When purchasing a home that costs below $500,000, a five percent down payment is required; however, when purchasing a home that costs between 500,000 and 999,000, a five percent downpayment that goes towards the first 500,000 plus a down payment of 10 percent of the remaining cost is required.
Previously this summer, Trudeau tweeted his support of the incentive, encouraging prospective home buyers to take advantage of the new initiative, saying: “Buying your first home is a big step, and we want to make it easier and more affordable. The new First-Time Home Buyer Incentive will help you with your down payment and lower your mortgage–so you can make your dream of owning a home a reality.”
Despite the fact this incentive is being advertised as a way for people to save money, President of CanWise Financial and Co-Founder of Ratehub Inc., James Laird advises prospective buyers not to use the service, saying: “This program is being positioned to first-time home buyers as a way to save money, which is misleading because it defers the amount that they owe, and doesn’t save them anything. The program will lower a buyers’ monthly mortgage payment, but in exchange they have a growing debt burden. This burden grows by the amount that your house appreciates, which is often between 5 to 10 per cent per year.”
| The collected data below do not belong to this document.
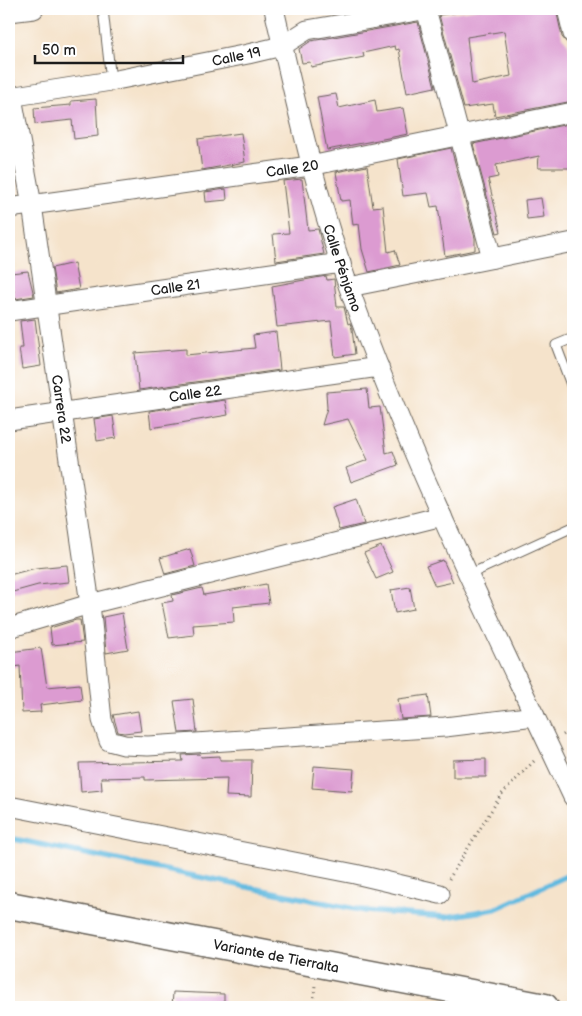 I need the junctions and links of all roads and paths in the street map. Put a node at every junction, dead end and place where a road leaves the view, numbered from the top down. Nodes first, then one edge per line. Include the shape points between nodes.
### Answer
1 (34, 9) edge
2 (104, 9) edge
3 (274, 9) edge
4 (428, 9) edge
5 (567, 9) edge
6 (9, 12) edge
7 (573, 34) edge
8 (282, 46) junction
9 (9, 77) edge
10 (112, 82) junction
11 (10, 97) edge
12 (573, 112) edge
13 (459, 135) junction
14 (310, 166) junction
15 (32, 205) junction
16 (9, 208) edge
17 (573, 242) edge
18 (492, 258) junction
19 (341, 263) junction
20 (349, 288) junction
21 (47, 305) junction
22 (9, 311) edge
23 (573, 338) edge
24 (380, 367) junction
25 (573, 390) edge
26 (62, 412) junction
27 (9, 420) edge
28 (442, 516) junction
29 (573, 527) edge
30 (468, 575) junction
31 (90, 604) junction
32 (9, 628) edge
33 (535, 716) junction
34 (573, 728) edge
35 (549, 746) junction
36 (573, 797) edge
37 (9, 806) edge
38 (440, 894) joint
39 (9, 905) edge
40 (545, 1007) edge

1 - 6 street
2 - 10 lane
3 - 8 street, Calle Pénjamo
4 - 8 street, Calle 19 via 307,30
4 - 13 street
5 - 7 street
8 - 10 street, Calle 19
8 - 14 street, Calle Pénjamo
9 - 11 lane, Carrera 22
10 - 11 street, Calle 19
11 - 15 street, Carrera 22
12 - 13 street, Calle 20
13 - 14 street, Calle 20
13 - 18 street
14 - 15 street, Calle 20
14 - 19 street, Calle Pénjamo
15 - 16 street, Calle 20
15 - 21 street, Carrera 22
17 - 18 street
18 - 20 street
19 - 20 street, Calle Pénjamo
19 - 21 street, Calle 21
20 - 24 street, Calle Pénjamo
21 - 22 street, Calle 21
21 - 26 street, Carrera 22
23 - 25 lane via 556,345
24 - 26 street, Calle 22
24 - 28 street, Calle Pénjamo
26 - 27 street, Calle 22
26 - 31 street, Carrera 22
28 - 30 street, Calle Pénjamo
28 - 31 street
29 - 30 lane
30 - 33 street, Calle Pénjamo
31 - 32 street
31 - 33 street, Carrera 22 via 102,720 108,741 148,746 445,727
33 - 35 street, Calle Pénjamo
34 - 35 path
35 - 36 street, Calle Pénjamo
35 - 38 path via 501,795
37 - 38 street via 355,874
39 - 40 main road, Variante de Tierralta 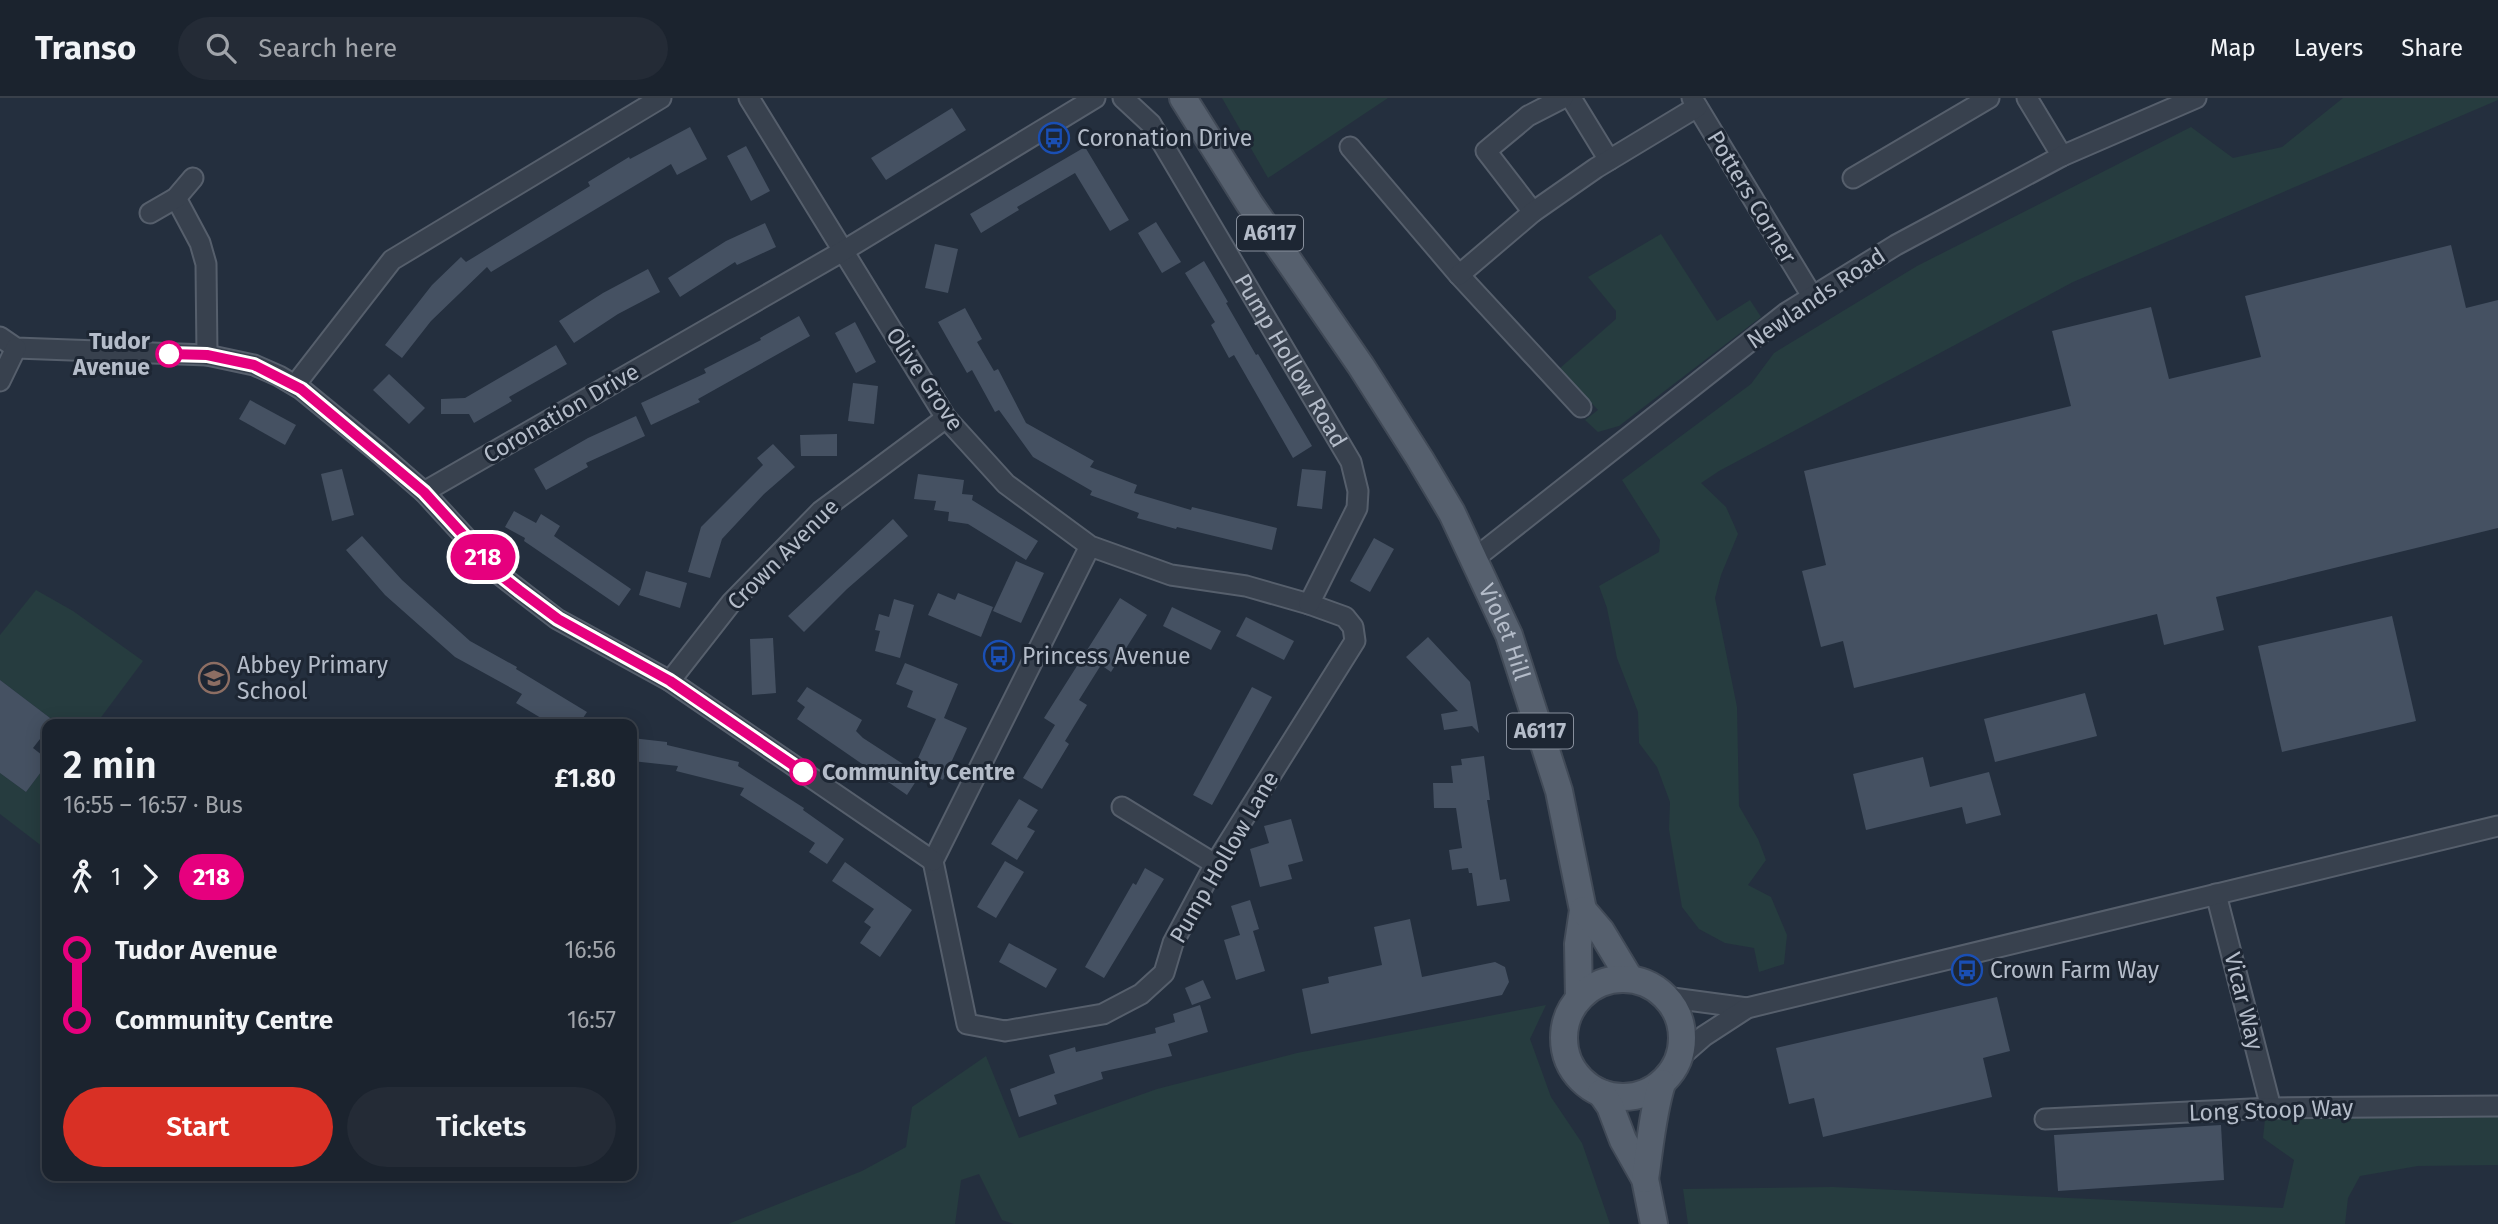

Laird suggests buyers take advantage of the fact mortgage rates are currently at a historically low rate—less than three percent for a fixed rate—and borrow more money from a mortgage provider and pay it off over 25 years.
“The program requires home buyers to repay this obligation at the earlier of when they sell their house or 25 years. Those who remain in their home for the full 25-year period can expect the government to knock on their door and tell them that they owe two to three times the initial incentive that they took from the government. These will be people nearing retirement age, and close to paying off their mortgage, but the government’s ownership stake in their house will remain,” he says.